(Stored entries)
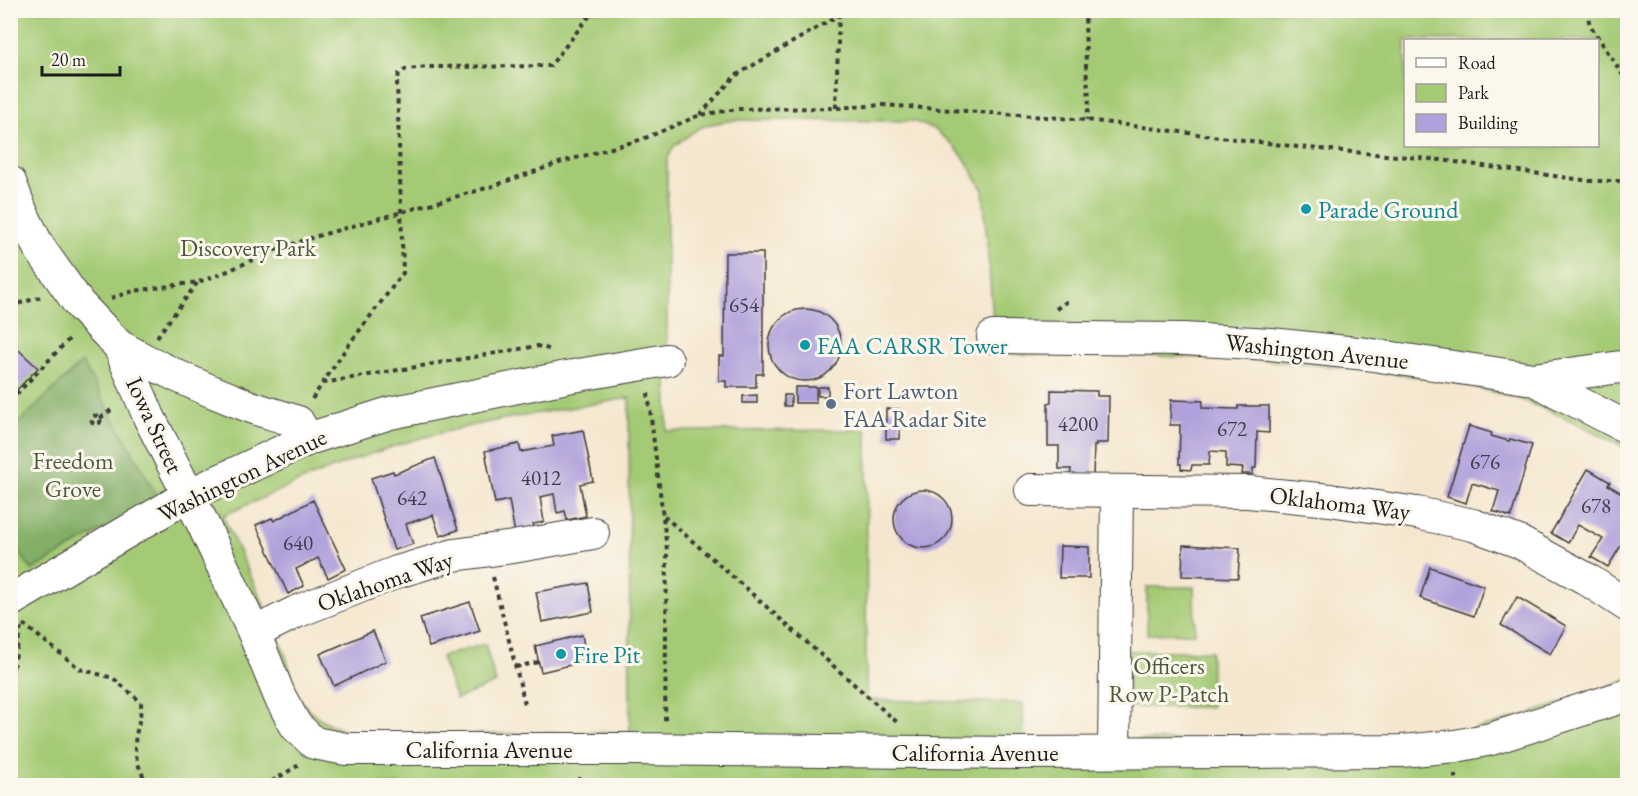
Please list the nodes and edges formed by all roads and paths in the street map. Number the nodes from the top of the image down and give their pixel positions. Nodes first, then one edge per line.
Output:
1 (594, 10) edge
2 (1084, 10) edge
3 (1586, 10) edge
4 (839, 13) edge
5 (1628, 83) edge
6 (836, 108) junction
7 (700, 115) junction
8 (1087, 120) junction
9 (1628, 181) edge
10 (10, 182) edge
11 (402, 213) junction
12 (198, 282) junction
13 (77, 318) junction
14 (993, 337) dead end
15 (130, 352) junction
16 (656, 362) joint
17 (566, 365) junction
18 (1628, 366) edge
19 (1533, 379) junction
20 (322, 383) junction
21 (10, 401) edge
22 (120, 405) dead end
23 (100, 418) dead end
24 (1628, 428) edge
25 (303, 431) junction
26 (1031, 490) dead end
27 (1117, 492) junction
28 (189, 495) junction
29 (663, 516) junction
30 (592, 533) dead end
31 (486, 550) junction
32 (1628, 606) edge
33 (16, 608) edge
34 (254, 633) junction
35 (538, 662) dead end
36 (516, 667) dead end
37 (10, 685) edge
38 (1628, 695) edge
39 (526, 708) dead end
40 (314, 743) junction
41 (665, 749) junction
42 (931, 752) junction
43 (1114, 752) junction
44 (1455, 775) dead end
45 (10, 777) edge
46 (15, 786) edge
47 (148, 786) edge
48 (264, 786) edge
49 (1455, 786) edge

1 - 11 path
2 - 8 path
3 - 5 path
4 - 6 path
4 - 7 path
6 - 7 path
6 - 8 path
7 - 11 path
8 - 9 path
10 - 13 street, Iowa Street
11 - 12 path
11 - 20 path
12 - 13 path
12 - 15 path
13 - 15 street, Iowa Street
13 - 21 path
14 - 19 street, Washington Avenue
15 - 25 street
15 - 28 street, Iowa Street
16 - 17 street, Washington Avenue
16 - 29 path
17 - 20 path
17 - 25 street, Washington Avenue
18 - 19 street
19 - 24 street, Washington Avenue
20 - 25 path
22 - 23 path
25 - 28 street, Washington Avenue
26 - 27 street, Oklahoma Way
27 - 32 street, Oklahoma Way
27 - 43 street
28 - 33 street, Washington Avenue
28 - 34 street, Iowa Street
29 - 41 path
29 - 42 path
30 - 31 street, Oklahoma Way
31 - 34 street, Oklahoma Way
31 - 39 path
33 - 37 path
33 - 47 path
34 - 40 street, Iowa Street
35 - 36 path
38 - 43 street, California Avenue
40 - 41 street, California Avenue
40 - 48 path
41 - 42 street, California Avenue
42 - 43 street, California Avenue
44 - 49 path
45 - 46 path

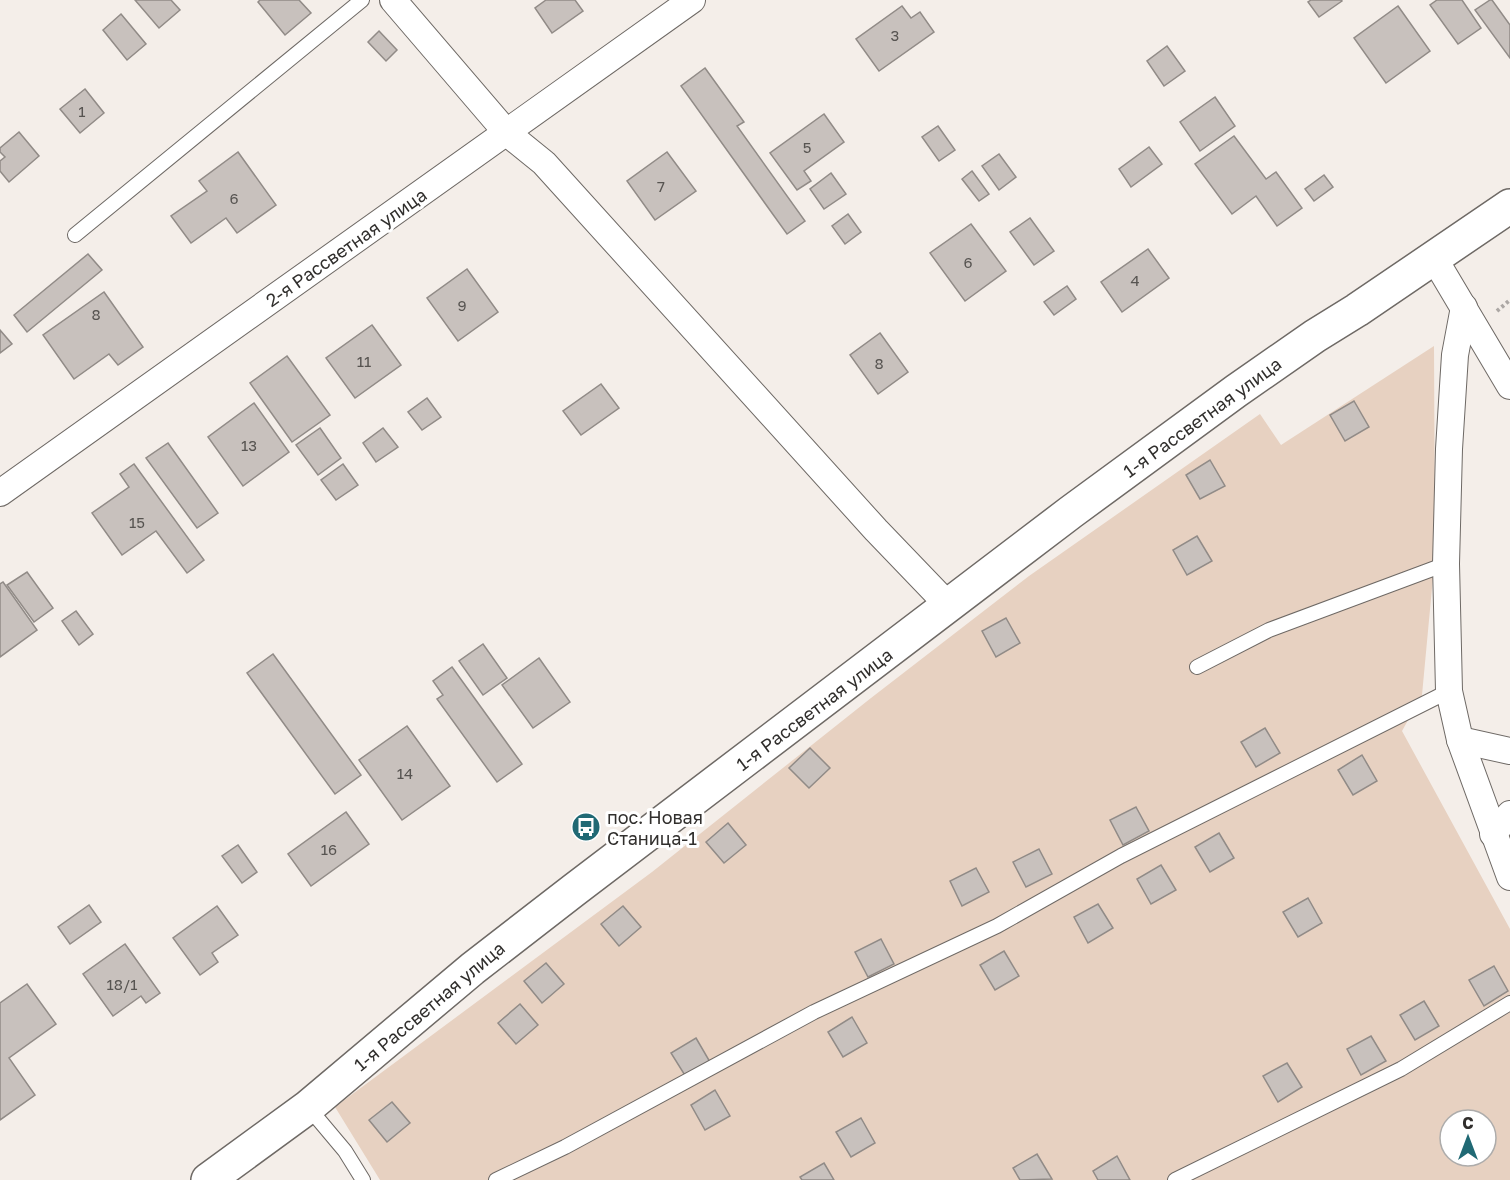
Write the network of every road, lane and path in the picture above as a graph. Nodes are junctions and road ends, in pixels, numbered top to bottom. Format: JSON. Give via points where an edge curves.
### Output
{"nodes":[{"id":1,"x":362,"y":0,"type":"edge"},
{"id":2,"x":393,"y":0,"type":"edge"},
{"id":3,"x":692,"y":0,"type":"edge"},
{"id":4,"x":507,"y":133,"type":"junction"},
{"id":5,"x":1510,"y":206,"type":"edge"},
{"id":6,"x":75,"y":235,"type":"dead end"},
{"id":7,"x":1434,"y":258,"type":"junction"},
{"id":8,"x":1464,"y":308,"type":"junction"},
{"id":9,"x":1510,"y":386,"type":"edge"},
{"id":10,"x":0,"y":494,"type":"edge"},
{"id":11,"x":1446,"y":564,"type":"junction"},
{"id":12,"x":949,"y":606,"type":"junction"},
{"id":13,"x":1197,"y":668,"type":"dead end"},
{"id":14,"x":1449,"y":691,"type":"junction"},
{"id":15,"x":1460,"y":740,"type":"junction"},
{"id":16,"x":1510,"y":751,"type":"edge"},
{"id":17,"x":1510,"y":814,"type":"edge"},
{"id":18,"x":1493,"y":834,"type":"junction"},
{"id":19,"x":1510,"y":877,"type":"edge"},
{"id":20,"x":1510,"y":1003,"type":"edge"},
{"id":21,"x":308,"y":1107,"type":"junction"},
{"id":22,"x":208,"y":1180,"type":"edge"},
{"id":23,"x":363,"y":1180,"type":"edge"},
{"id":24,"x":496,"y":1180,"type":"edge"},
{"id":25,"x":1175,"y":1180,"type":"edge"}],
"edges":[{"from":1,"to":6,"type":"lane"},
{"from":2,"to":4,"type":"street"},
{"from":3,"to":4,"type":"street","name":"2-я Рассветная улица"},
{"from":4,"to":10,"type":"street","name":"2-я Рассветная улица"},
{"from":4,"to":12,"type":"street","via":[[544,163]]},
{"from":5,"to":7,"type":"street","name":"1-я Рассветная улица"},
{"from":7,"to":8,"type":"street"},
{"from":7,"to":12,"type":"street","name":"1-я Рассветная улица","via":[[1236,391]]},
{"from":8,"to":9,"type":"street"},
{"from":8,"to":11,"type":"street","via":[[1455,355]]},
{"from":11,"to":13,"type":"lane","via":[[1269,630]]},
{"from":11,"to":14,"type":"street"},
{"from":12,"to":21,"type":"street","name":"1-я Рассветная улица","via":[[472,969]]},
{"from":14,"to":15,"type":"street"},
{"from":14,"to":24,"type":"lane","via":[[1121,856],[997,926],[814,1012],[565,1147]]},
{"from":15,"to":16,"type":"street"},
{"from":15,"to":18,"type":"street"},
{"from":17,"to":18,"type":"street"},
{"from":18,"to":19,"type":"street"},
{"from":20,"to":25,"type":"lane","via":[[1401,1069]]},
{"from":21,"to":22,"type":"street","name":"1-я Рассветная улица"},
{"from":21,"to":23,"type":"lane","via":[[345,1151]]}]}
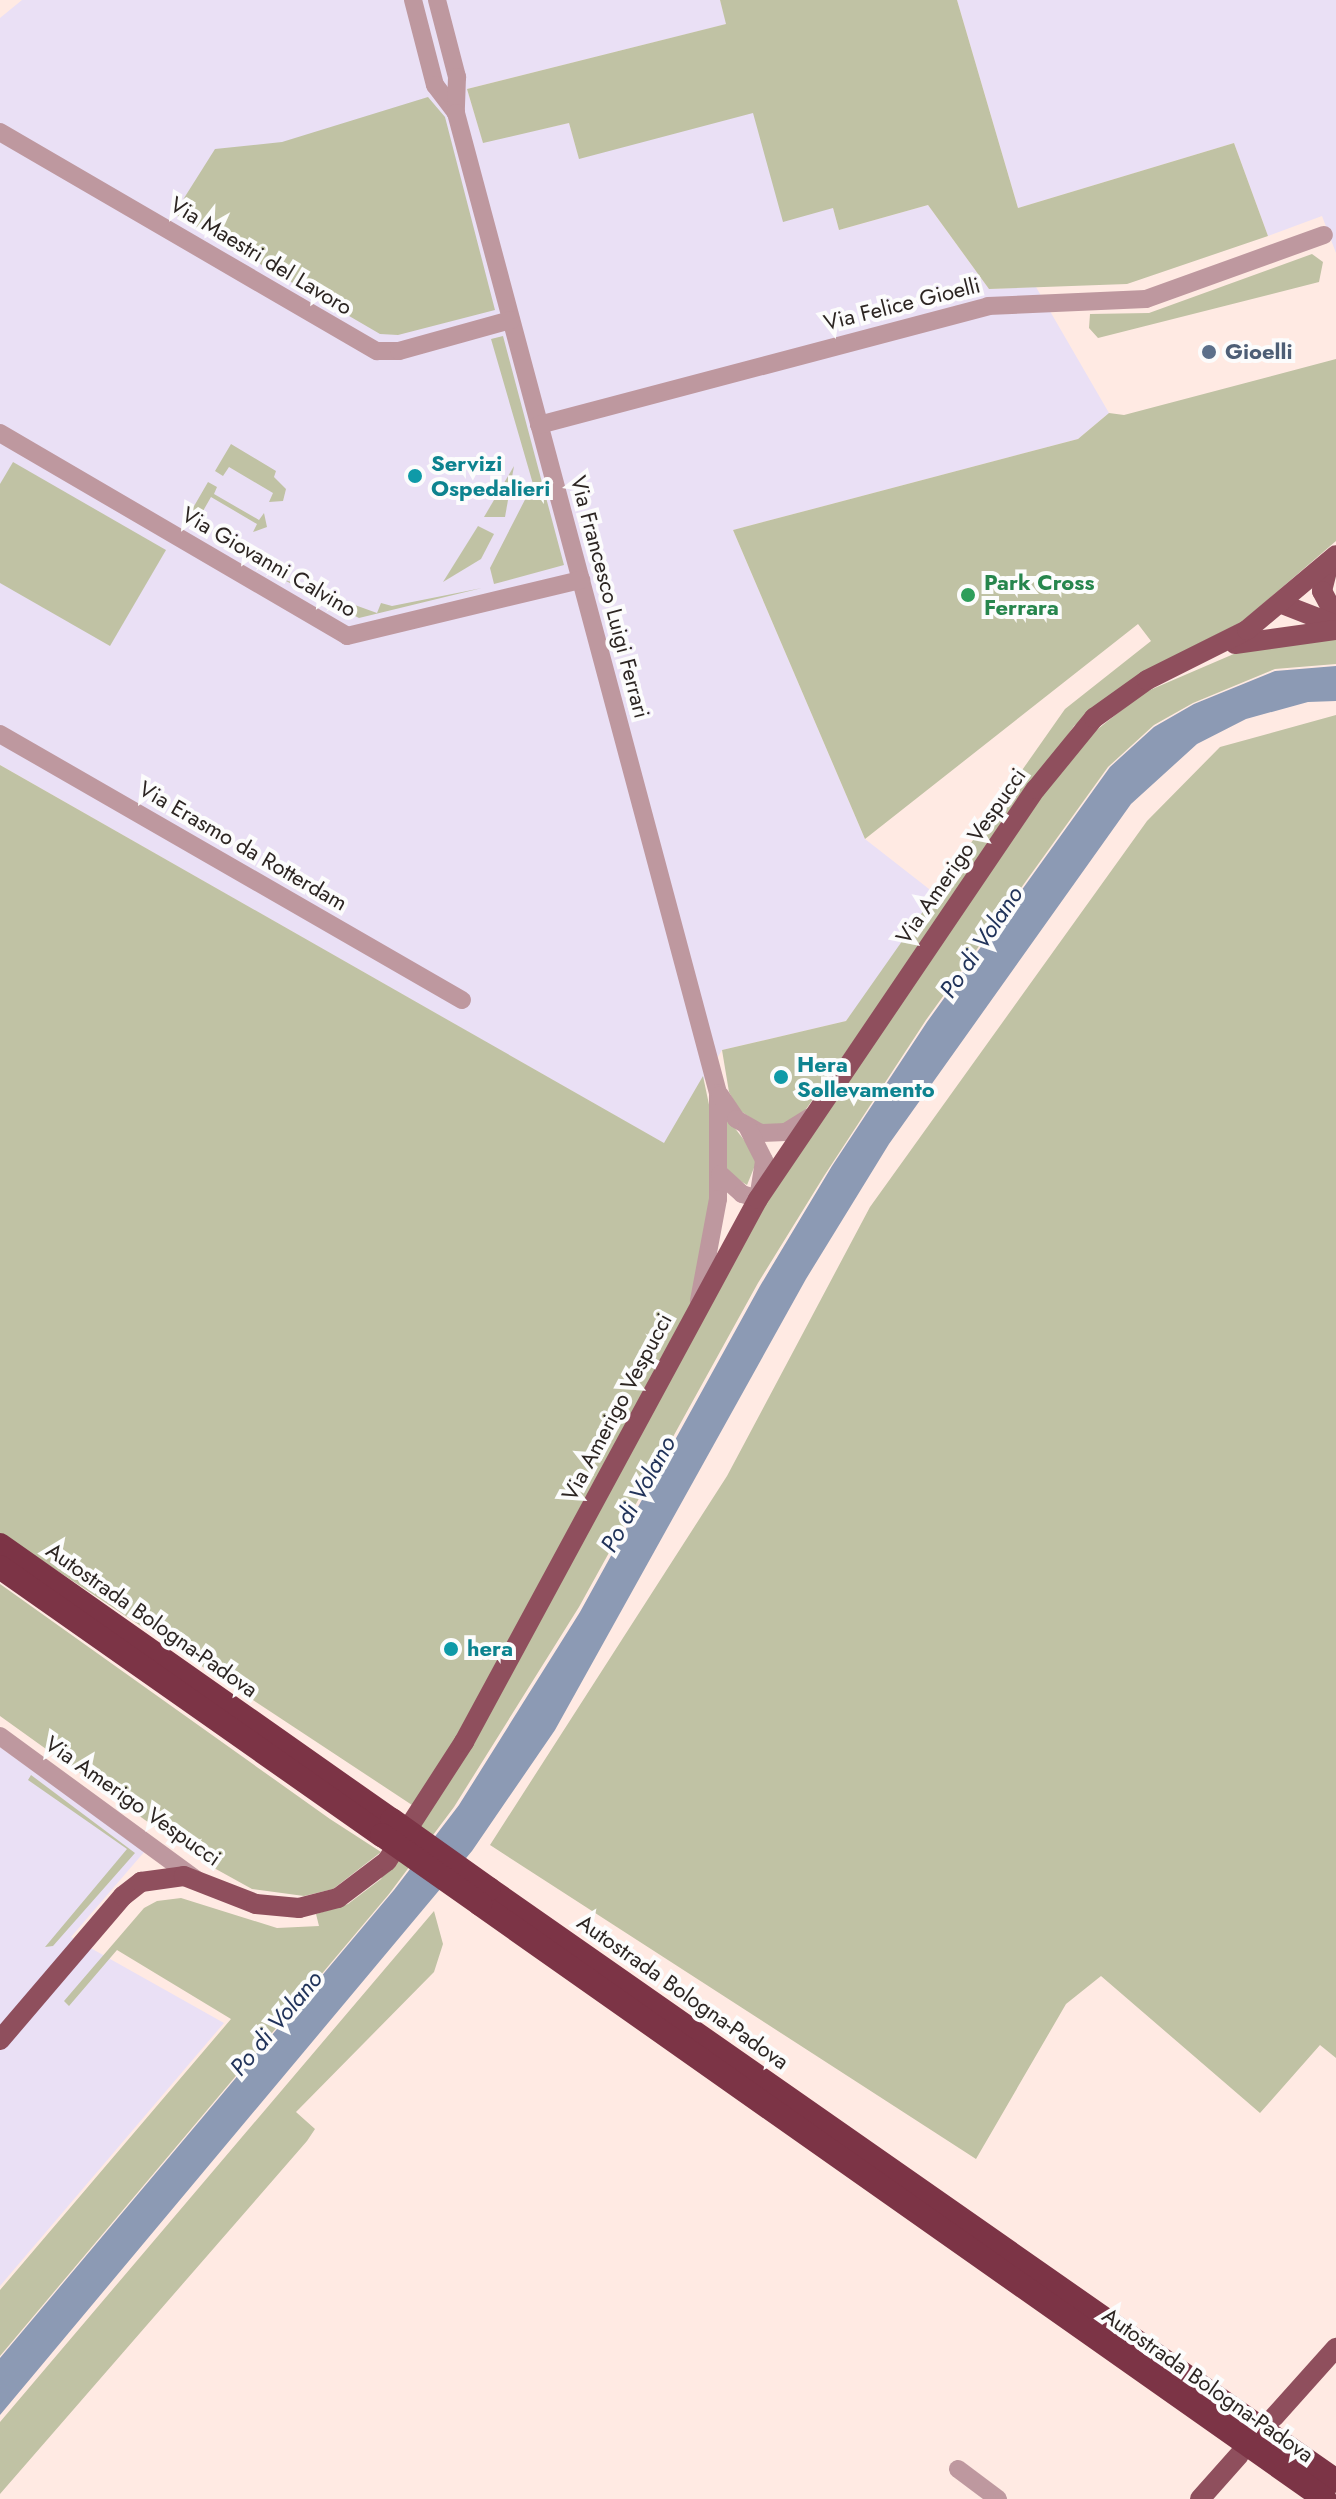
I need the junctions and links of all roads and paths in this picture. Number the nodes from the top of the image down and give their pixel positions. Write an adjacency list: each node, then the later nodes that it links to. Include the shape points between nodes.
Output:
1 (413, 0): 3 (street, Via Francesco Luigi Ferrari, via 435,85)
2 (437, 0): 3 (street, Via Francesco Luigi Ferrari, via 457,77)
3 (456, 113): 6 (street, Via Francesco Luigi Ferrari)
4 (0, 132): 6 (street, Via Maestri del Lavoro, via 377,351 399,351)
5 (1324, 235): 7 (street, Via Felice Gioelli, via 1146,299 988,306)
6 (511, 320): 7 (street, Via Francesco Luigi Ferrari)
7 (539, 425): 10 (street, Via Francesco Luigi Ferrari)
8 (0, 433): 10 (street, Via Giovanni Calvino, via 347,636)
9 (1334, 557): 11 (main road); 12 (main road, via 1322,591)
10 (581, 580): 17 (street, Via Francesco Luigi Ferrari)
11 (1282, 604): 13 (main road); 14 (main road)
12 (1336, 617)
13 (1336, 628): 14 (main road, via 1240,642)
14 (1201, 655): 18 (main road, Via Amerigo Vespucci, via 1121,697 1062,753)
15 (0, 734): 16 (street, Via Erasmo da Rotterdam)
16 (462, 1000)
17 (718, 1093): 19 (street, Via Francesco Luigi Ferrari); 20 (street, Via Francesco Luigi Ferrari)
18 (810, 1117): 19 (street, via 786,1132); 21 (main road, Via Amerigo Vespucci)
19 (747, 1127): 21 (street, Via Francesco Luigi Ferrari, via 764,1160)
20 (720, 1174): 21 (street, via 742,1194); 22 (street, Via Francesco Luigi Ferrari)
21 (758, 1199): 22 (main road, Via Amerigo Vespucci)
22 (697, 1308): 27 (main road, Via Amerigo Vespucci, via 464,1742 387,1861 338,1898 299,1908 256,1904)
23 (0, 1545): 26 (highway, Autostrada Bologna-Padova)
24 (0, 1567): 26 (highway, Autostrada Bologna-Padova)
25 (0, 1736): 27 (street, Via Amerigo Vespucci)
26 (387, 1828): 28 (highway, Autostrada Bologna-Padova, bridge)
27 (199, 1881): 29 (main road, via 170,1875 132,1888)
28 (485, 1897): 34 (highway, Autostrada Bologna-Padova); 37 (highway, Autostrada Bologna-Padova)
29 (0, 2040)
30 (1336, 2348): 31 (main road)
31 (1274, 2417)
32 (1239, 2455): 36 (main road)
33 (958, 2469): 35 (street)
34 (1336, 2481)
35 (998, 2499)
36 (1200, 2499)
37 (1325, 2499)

= WHAT THE TASK REQUIRES =
Each line above that contains the string "California" should be copied.

= EXPECTED ANSWER =
38 - 43 street, California Avenue
40 - 41 street, California Avenue
41 - 42 street, California Avenue
42 - 43 street, California Avenue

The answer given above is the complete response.